J’allais oublier le meilleur : « les agitateurs », « ceux qui manipulent les africains »
 ! Oui, oui, les sans-papiers sont manipulés depuis 5 mois, récupérés, exploités par
les médias de gauche et par les partis d’opposition ! C’est sûr, une immense opération
de diabolisation du RPR était en cours !

Finalement, on se dit que, décidément, nos politiques sont les moins aptes à tirer
les leçons de leur propre expérience. En se montrant fermes, inflexibles, en soutenant
le mythe malsain et irréalisable de « l’immigration zéro », ils espèrent convaincre
l’électorat du Front National que le RPR fait aussi bien le boulot que les skins ratonneurs.
Venant d’indispensables intellectuels comme Jean-Louis Debré ou Ladislas Poniatowski,
ce manque total de discernement politique n’étonnera pas.
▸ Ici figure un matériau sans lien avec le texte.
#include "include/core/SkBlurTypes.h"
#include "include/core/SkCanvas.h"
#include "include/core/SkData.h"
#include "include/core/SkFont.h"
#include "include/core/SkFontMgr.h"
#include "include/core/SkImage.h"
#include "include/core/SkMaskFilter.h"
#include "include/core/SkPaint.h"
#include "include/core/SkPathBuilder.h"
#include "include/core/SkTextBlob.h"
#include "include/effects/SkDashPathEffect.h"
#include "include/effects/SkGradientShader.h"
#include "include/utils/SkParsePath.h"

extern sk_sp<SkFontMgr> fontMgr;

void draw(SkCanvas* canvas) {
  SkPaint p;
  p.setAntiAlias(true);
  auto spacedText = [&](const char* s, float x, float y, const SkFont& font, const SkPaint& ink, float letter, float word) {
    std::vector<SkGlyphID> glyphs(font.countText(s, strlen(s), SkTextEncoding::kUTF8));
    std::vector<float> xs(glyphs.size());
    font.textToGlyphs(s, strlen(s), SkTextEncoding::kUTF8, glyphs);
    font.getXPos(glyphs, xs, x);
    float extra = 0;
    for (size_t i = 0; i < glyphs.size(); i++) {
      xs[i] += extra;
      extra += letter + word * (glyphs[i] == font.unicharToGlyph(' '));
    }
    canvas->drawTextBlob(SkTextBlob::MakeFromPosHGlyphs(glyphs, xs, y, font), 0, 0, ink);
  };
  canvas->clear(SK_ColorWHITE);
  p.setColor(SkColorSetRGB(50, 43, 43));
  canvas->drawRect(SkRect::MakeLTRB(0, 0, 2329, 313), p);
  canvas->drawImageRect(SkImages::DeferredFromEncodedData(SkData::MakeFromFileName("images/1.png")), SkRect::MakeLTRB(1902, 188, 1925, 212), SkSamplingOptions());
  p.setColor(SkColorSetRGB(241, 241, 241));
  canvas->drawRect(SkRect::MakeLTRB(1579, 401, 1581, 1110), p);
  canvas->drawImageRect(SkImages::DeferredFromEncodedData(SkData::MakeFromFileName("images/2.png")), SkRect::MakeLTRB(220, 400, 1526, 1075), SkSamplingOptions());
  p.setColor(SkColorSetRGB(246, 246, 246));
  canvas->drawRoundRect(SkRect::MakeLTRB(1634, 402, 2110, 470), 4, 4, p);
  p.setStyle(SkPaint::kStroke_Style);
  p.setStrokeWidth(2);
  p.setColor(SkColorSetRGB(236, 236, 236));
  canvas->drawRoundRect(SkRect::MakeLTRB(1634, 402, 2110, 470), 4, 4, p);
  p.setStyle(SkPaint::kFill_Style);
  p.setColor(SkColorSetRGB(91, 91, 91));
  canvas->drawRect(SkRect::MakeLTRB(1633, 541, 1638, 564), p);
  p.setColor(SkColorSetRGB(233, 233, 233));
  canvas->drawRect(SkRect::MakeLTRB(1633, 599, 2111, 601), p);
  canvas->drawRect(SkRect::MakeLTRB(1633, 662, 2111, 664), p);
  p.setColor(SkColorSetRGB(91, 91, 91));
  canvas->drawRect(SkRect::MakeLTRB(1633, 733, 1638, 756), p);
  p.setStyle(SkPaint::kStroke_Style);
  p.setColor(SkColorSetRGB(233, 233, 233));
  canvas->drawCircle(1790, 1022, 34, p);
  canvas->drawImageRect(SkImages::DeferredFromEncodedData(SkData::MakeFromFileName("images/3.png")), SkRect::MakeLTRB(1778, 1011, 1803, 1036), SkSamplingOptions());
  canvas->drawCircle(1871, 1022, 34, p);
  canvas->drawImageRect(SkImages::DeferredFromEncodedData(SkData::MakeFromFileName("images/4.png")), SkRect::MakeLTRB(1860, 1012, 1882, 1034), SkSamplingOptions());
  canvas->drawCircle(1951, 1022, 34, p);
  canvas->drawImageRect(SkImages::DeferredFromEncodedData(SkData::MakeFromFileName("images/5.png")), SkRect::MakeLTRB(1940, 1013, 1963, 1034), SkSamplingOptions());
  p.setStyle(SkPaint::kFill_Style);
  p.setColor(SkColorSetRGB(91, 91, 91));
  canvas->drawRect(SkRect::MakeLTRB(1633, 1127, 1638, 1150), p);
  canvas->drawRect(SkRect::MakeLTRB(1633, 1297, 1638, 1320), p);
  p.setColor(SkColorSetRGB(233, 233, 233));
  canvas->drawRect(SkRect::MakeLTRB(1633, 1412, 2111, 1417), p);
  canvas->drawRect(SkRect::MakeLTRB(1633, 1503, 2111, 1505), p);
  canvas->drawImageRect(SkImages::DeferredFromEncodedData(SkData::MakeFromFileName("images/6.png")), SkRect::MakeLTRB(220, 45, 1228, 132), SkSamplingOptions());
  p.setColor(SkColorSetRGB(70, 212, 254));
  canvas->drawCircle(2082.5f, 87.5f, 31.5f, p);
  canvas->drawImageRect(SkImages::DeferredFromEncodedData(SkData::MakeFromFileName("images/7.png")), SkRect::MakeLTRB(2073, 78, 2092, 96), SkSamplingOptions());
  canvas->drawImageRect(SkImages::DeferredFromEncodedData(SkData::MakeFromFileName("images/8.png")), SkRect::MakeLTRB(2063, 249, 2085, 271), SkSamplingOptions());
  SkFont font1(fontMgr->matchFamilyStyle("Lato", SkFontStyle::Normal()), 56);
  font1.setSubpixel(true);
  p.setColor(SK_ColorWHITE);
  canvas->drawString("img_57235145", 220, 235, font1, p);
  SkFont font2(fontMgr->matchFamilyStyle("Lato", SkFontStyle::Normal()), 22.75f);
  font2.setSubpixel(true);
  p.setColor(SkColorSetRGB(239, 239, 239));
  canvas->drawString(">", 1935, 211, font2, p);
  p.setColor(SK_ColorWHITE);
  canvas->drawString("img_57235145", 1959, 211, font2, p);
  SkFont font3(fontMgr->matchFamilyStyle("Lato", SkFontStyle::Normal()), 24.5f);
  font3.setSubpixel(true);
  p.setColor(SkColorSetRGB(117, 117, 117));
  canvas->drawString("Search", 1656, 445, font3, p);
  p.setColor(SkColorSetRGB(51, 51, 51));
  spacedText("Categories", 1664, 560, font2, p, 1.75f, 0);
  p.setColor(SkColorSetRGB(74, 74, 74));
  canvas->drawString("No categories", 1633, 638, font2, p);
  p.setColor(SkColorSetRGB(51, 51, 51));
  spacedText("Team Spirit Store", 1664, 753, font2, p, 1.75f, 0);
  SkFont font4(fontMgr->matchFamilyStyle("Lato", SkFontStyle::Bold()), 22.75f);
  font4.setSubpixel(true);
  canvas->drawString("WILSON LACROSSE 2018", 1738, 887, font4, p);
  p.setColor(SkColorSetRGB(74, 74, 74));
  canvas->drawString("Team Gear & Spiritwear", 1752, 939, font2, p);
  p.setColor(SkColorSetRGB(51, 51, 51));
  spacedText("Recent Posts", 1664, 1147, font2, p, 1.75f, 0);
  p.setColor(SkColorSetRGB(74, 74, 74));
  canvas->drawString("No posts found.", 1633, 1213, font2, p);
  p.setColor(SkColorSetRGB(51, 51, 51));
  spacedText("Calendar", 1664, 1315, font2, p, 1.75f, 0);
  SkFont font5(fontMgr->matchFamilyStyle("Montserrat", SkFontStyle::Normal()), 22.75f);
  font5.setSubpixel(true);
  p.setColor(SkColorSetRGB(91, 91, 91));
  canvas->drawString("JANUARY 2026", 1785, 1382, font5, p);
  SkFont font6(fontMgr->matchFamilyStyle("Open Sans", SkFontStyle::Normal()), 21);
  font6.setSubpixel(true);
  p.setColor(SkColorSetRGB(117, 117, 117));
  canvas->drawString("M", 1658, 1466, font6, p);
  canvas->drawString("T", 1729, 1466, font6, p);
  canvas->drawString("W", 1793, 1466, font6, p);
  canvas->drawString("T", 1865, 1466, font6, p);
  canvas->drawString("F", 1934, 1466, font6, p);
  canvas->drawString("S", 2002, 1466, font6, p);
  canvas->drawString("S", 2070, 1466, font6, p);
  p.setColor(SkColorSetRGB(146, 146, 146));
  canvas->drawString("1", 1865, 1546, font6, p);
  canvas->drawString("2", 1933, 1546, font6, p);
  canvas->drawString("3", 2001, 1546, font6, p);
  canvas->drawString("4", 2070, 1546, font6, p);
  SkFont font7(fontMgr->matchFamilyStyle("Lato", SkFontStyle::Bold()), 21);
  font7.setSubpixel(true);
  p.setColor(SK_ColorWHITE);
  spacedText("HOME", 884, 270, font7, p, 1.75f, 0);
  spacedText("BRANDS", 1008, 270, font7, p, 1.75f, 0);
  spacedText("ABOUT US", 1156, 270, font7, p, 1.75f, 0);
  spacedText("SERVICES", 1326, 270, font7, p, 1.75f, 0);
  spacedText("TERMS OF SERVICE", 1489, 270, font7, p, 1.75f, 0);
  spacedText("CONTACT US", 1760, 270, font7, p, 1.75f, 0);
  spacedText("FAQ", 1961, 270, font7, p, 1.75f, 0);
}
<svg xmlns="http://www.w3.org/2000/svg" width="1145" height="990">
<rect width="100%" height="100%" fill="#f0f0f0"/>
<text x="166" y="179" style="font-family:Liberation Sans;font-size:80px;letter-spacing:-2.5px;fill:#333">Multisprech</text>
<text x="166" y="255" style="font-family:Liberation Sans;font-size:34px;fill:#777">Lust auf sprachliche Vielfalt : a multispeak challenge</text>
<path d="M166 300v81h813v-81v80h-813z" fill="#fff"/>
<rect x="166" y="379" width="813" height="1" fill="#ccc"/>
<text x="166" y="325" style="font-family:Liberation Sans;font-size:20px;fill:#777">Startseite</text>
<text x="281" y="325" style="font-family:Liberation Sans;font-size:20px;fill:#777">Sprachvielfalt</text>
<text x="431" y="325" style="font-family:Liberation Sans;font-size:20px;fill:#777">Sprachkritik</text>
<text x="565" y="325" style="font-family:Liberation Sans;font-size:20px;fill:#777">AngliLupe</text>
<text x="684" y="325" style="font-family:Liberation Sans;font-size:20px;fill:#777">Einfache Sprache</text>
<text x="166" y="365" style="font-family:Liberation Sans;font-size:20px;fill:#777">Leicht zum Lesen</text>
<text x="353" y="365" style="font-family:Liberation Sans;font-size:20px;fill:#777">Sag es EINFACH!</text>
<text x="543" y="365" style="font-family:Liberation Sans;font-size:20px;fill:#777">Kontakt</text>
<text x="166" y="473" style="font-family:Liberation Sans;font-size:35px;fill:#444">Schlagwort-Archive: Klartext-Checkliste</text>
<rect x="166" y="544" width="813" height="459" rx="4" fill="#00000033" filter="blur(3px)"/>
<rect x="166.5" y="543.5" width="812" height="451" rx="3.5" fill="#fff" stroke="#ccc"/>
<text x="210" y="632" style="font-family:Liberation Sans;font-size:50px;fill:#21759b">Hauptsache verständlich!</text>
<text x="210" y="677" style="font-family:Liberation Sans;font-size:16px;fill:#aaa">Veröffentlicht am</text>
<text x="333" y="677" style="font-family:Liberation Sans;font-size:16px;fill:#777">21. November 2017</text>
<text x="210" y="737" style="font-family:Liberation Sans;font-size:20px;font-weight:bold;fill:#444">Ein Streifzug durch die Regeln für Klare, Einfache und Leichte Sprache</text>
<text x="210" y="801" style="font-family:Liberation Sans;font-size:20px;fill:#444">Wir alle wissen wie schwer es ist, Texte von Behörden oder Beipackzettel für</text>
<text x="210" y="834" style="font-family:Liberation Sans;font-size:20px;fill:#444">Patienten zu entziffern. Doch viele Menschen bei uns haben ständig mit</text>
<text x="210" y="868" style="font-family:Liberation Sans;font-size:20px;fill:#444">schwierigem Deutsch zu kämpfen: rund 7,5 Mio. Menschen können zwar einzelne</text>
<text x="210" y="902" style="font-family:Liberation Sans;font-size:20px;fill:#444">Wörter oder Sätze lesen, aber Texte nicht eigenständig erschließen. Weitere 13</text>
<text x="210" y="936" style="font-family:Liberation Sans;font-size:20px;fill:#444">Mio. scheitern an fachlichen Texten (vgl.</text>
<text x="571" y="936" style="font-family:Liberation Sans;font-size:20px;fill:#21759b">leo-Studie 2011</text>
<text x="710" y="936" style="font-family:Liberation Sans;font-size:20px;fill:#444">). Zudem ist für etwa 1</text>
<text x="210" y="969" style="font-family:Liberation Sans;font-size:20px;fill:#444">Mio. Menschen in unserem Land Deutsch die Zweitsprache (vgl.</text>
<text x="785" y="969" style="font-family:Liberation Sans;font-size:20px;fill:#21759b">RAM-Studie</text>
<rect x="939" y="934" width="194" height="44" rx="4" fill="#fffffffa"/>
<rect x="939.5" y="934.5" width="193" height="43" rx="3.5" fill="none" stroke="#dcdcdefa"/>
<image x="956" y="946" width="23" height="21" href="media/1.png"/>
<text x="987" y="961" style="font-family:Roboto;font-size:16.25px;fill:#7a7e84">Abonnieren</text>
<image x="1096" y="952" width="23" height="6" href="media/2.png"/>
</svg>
Venant des Chirac et Juppé qui brûlent leurs dernières cartouches avant la grande débâcle électorale de 98,
ce calcul à très court terme est plus surprenant. D’un côté, ils ont déjà perdu leur
électorat modéré, repassé à gauche ; de l’autre, ils légitiment par ce comportement
intransigeant les thèses du Front National. Et l’histoire récente a prouvé que tenter
de récupérer les théories fascisantes du FN n’a jamais profité qu’au seul FN (pourquoi
voter pour un ersatz quand on a l’original ?).

M’enfin, avec 25% d’abrutis qui votent facho, une population qui se reconnait majoritairement
quelques sentiments racistes, la France a les hommes politiques qu’elle mérite, économiquement
esclaves des « marchés » et politiquement dépendants du Front National. Ca fait plaisir...

* « L’autorité administrative a le pouvoir [de procéder à des régularisations] sauf
lorsque les textes le lui interdisent expressément, ce qu’ils ne font pas dans les
cas mentionnés. » (source Le Monde)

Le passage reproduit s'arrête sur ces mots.